DIRECTIONS FOR THIS TASK:
From the entries below, copy every line that has the word "Boulevard".

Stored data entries
:::::

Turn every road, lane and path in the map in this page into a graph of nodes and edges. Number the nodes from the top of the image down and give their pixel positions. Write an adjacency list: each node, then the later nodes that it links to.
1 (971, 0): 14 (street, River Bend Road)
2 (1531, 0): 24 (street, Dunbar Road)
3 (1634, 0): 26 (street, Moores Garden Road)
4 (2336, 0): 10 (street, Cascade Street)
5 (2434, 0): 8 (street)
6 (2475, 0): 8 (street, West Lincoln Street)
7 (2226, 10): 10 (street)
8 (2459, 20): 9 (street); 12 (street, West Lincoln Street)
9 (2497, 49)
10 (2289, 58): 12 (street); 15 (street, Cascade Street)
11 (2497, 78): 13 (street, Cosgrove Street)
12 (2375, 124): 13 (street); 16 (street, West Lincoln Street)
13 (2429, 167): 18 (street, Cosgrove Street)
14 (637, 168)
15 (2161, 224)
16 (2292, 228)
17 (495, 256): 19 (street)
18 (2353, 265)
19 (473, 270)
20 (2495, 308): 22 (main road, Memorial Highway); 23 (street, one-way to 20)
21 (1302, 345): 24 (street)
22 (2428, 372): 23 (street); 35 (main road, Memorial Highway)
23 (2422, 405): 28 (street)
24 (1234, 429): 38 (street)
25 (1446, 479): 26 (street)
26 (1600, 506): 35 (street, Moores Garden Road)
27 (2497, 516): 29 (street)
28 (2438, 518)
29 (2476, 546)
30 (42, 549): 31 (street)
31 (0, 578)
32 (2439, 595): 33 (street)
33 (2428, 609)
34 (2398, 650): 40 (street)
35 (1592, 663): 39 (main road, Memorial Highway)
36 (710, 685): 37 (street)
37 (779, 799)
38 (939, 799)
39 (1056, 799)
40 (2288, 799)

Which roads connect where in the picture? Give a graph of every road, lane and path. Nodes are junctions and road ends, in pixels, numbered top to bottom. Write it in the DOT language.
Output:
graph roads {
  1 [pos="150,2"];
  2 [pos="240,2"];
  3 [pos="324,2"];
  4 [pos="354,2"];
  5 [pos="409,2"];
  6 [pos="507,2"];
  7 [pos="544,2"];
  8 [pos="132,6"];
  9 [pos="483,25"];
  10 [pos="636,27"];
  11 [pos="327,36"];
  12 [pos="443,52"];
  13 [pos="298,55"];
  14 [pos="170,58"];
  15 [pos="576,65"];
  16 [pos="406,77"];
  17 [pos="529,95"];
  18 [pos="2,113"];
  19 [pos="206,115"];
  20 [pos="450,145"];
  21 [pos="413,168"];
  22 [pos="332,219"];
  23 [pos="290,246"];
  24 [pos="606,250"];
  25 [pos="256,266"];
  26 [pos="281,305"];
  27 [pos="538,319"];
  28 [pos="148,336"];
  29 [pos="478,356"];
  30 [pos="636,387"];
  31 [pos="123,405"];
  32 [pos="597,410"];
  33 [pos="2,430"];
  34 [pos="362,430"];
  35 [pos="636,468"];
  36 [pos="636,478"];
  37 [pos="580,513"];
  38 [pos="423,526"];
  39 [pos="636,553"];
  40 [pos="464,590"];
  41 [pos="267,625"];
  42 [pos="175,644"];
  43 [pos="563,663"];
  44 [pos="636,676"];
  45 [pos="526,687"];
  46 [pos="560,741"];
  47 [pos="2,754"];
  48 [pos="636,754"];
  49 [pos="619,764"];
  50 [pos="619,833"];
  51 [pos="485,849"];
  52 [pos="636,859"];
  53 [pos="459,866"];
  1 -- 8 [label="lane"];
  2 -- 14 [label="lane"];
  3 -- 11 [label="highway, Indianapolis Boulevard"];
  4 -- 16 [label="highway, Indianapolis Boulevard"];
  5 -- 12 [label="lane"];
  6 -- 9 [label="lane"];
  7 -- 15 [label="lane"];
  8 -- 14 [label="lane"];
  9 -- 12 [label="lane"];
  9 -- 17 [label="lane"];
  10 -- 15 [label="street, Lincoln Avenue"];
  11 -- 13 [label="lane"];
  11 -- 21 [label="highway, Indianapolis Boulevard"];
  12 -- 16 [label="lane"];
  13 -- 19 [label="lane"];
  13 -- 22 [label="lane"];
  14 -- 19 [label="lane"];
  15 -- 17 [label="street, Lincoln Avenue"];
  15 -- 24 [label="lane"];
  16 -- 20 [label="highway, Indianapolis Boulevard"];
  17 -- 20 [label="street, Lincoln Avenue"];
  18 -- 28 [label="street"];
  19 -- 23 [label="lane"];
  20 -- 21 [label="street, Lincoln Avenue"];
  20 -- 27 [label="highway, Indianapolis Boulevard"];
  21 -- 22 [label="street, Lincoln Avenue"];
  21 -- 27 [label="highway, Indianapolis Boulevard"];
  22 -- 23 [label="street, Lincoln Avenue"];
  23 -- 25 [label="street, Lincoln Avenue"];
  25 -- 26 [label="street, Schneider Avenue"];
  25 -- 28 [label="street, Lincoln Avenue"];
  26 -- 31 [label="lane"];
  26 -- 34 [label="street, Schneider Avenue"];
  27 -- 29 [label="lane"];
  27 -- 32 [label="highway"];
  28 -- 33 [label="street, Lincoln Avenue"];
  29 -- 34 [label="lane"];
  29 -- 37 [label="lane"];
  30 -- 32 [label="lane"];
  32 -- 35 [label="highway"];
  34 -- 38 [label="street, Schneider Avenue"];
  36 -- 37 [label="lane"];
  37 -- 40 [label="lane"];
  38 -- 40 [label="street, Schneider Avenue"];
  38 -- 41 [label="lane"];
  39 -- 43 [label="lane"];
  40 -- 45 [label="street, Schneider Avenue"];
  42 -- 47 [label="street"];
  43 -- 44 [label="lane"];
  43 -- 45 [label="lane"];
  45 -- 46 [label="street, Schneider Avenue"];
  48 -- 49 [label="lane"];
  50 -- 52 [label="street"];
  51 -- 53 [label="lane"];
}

:::::

ANSWER SPACE:
  3 -- 11 [label="highway, Indianapolis Boulevard"];
  4 -- 16 [label="highway, Indianapolis Boulevard"];
  11 -- 21 [label="highway, Indianapolis Boulevard"];
  16 -- 20 [label="highway, Indianapolis Boulevard"];
  20 -- 27 [label="highway, Indianapolis Boulevard"];
  21 -- 27 [label="highway, Indianapolis Boulevard"];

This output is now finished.